Saturday, November 24, 2007

Managing SQL Server Extensions (Functions, Types, Etc.)

[This post is part of a series where I'm exploring how to add data mining functionality to the SQL language; this is an extension of my most recent book Data Analysis With SQL and Excel. The first post is available here.]

Up to now, I have discussed adding functions, types, and aggregates into SQL Server. The code is created in C# and loaded into SQL Server using as an assembly. Placing the code into SQL Server has four steps:
  1. Deleting all objects already defined in the assembly (if any).
  2. Deleting the assembly (if present).
  3. Loading a new version of the assembly.
  4. Redefining the objects in the assembly.
For readers who are familiar with the process of compiling and linking code, this process is similar to linking. The references in the assembly have to be "linked" into the database, so the database knows what the references refer to.

I am doing this process manually for two reasons. First, because this is how I originally set up this project for adding data mining functionality into SQL Server (even though Visual Studio does have options for doing this automatically). Second, this approach provides an opportunity to start to understand how SQL Server manages user defined types.
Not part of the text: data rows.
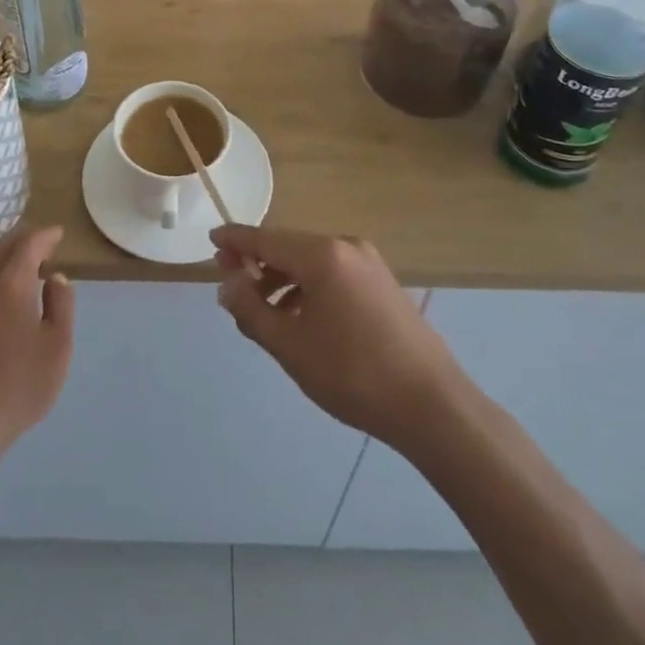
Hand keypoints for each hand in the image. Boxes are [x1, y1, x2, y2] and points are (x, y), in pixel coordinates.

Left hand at [0, 226, 73, 463]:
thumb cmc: (19, 384)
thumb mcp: (58, 345)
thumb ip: (61, 304)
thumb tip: (55, 278)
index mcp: (10, 284)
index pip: (28, 245)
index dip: (45, 236)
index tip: (59, 233)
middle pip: (3, 250)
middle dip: (24, 242)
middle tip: (45, 243)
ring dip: (8, 259)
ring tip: (29, 267)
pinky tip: (6, 296)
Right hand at [213, 225, 464, 451]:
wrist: (432, 405)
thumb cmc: (354, 374)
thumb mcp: (291, 347)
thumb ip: (252, 312)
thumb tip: (227, 285)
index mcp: (322, 254)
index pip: (266, 238)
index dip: (236, 240)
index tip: (211, 239)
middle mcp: (346, 246)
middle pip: (289, 247)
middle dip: (258, 263)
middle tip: (232, 285)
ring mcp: (369, 263)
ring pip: (312, 262)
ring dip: (283, 280)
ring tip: (265, 313)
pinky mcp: (383, 283)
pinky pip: (334, 273)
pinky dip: (309, 287)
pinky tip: (302, 320)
This post discusses how to manage the first of these steps automatically. That is, it describes how to delete all objects in a database referenced by a particular assembly.


A Common Error
The following code drops the user defined function CreateBasicMarginalValueModel():

DROP AGGREGATE CreateBasicMarginalValueModel
GO

This expression is quite simple. However, if it is executed twice, it returns the error:

Msg 3701, Level 11, State 5, Line 1
Cannot drop the aggregate function 'createbasicmarginalvaluemodel', because it does not exist or you do not have permission.

This is inelegant, because it means that we cannot run the same code to drop a function twice in a row. Even if it works the first time, the second time it runs, the same code will return an error. Furthermore, when we see this error, we do not know if the problem is the non-existance of the object or inadequate database permissions.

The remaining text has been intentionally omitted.